Sebagai gantinya aku harus menanggung rasa sakit kepala ini.
Entah
ku anggap ini sebagai kutukan atau karunia.
Tok
Tok
Tok
Aku
menengadahkan kepalaku −dagu masih menempel di meja− dan melihat sosok laki-laki
muda dengan setelan jas kantoran. Ia rupanya mengetuk mejaku.
“Apa?”
Tanyaku ketus.
Tetap
dengan wajah ramah, “Boleh aku duduk disini?”
Aku
melihat cafe mungil itu. Lalu aku memberi isyarat mengizinkannya. Dia
mengucapkan terima kasih, dan ada lesung pipi ketika ia tersenyum. Membuatnya
terlihat manis. Secara tidak sadar pun otot wajahku ikut menyunggingkan
senyuman.
Ia
mengeluarkan laptop dan setumpuk kertas yang hampir memenuhi meja.
Cappuccino-ku yang hampir dingin harus ku ungsikan agar tidak menggangu
pekerjaan laki-laki di depanku.
Aneh
ya aku menggunakan kata “mengganggu”, padahal dia yang jelas menumpang meja
denganku.
“Kau
tidak melanjutkan membaca novel itu.”
Masih
di balik laptop dan dan ketak ketik suara jemarinya menandakan ia masih sibuk
dengan pekerjaannya.
“Kepalaku
masih sakit.”
Dia
berhenti dan mengamati wajahku. Aku bisa merasakan wajahku memanas.
“Aku
punya aspirin.” Ia merogoh sakunya dan mengulurkannya kepadaku.
Aku
terima.
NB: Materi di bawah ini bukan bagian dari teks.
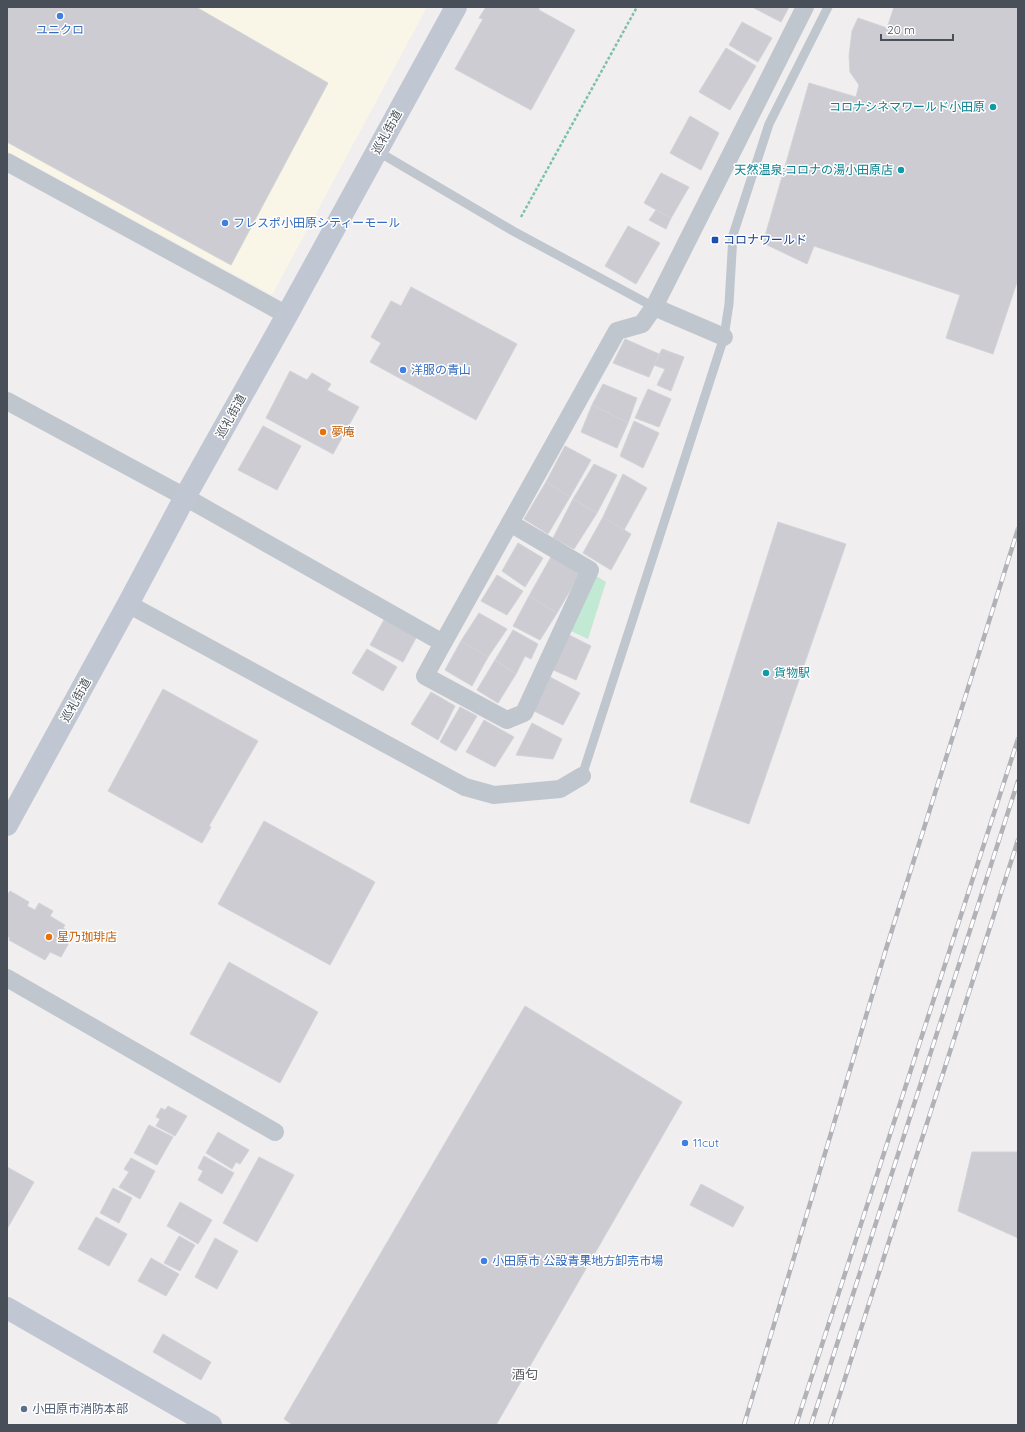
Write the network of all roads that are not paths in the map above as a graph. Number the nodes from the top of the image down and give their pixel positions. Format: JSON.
{"nodes":[{"id":1,"x":456,"y":7,"type":"edge"},
{"id":2,"x":805,"y":7,"type":"edge"},
{"id":3,"x":828,"y":7,"type":"edge"},
{"id":4,"x":376,"y":151,"type":"junction"},
{"id":5,"x":7,"y":162,"type":"edge"},
{"id":6,"x":654,"y":307,"type":"junction"},
{"id":7,"x":287,"y":315,"type":"junction"},
{"id":8,"x":724,"y":337,"type":"junction"},
{"id":9,"x":7,"y":401,"type":"edge"},
{"id":10,"x":185,"y":497,"type":"junction"},
{"id":11,"x":510,"y":523,"type":"junction"},
{"id":12,"x":128,"y":604,"type":"junction"},
{"id":13,"x":443,"y":643,"type":"junction"},
{"id":14,"x":582,"y":776,"type":"joint"},
{"id":15,"x":7,"y":825,"type":"edge"},
{"id":16,"x":7,"y":978,"type":"edge"},
{"id":17,"x":275,"y":1132,"type":"dead end"},
{"id":18,"x":7,"y":1308,"type":"edge"},
{"id":19,"x":211,"y":1425,"type":"edge"}],
"edges":[{"from":1,"to":4,"type":"street","name":"巡礼街道"},
{"from":2,"to":6,"type":"street"},
{"from":3,"to":8,"type":"lane"},
{"from":4,"to":6,"type":"lane"},
{"from":4,"to":7,"type":"street","name":"巡礼街道"},
{"from":5,"to":7,"type":"street"},
{"from":6,"to":8,"type":"street"},
{"from":6,"to":11,"type":"street"},
{"from":7,"to":10,"type":"street","name":"巡礼街道"},
{"from":8,"to":14,"type":"lane"},
{"from":9,"to":10,"type":"street"},
{"from":10,"to":12,"type":"street","name":"巡礼街道"},
{"from":10,"to":13,"type":"street"},
{"from":11,"to":13,"type":"street"},
{"from":11,"to":13,"type":"street"},
{"from":12,"to":14,"type":"street"},
{"from":12,"to":15,"type":"street","name":"巡礼街道"},
{"from":16,"to":17,"type":"street"},
{"from":18,"to":19,"type":"street"}]}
Kali ini aku harus mengalah pada rasa sakit dan meminum obat.
“Terima
kasih.”
Kesunyian
menjadi benteng diantara kami. Aku melanjutkan membaca novelku, dan ia tetap
melanjutkan pekerjaan kantornya. Sampai akhirnya ia menyusun semua kertas dan
menyusunnya menjadi satu. Di masukannya kedalam tas beserta laptopnya.
“Kau
masih lama disini?” Ia bertanya padaku.
“Mungkin.”
Jawabku tidak pasti.
Ia
memandangiku gelisah. Seperti ada yang ingin ia ucapkan tapi tidak terucap.
“Ada
apa?” Pancingku
“Kalau
kau tidak keberatan, bisakah aku bertemu denganmu lagi?” Ia melanjutkan, “Disini, pada jam yang
sama?”
Tanpa
pikir panjang, aku menjawab oke. Dan entah hanya perasaanku saja, ia keluar
dari cafe dengan wajah cerah.
***
Sepulang
kuliah aku langsung mampir ke cafe itu lagi. Bukan untuk bertemu dengan pria
kemarin. Ini sudah menjadi kebiasaanku untuk menghabiskan waktu sore hariku
yang beharga dengan membaca novel yang baru aku beli. Aku ingin segera
menuntaskan cerita tentang seorang wanita yang menunggu kekasihnya di stasiun
kereta api.
Aku
menghampiri mejaku dan ku lihat ia telah tiba. Bahkan lebih cepat daripada aku.
“Ku
pikir kau tidak serius akan datang lagi.” Ucapku
Ia
tersenyum. Lagi-lagi lesung pipinya sungguh menawan.
“Aku
bawa ini....”
Ia
menyerahkan kantong kertas kepadaku. Aku membuka dan mengamati novel yang masih
disampul plastik.
“Aku
harap kau suka. Karena novel itu best seller di bulan ini.”
Aku
tertawa. Tertawa terbahak-bahak hingga pengunjung cafe melihat ke arahku.
Ia
menjadi gelisah.
“Maaf.
Aku rasa tidak ada yang lucu.” Ucapnya agak tersinggung, aku menghentikan
tawaku dan masih tetap memadangnya.
“Mungkin
kau pikir tidak lucu, tapi menurutku sangat lucu.” Aku melanjutkan ketika
melihat ekspresinya yang bingung, “Tidak ku sangka kau akan memberikan aku
novel.”
Rupanya
ia salah menanggapi ucapanku,
“Maaf
kalau menurutmu memberi hadiah novel itu adalah lolucon bagimu.”
Ia
mengambil novel ditanganku dan memasukan kembali kedalam kantong kertas. Lalu ia
meninggalkan beberapa lembar uang di meja dan pergi.
Ia
marah.
Bukan
maksudku. Tidak ada maksud aku menghina pemberiannya. Tapi ku biarkan saja, toh
bukan urusanku.
Pelayan
yang melihat kejadian barusan menghampiriku.
“Bukan
bermaksud ikut campur. Dia sudah menunggumu selama dua jam disini.”
Dua
jam hanya untuk menyerahkan novel?
Mustahil
bukan. Memangnya aku seperti mahasiswi kekurangan uang yang tidak dapat membeli
novel baru apa.
Aku
mencoba tidak memikirkannya. Tapi semakin tidak ingin aku pikirkan, aku malah
tidak konsentrasi membaca novel di tanganku. Pikiranku terus melayang pada
wajahnya yang kecewa dan tersinggung itu.
Aku
menanyai pelayan yang tadi menghampirku, menanyakan dimana bisa aku menemuinya.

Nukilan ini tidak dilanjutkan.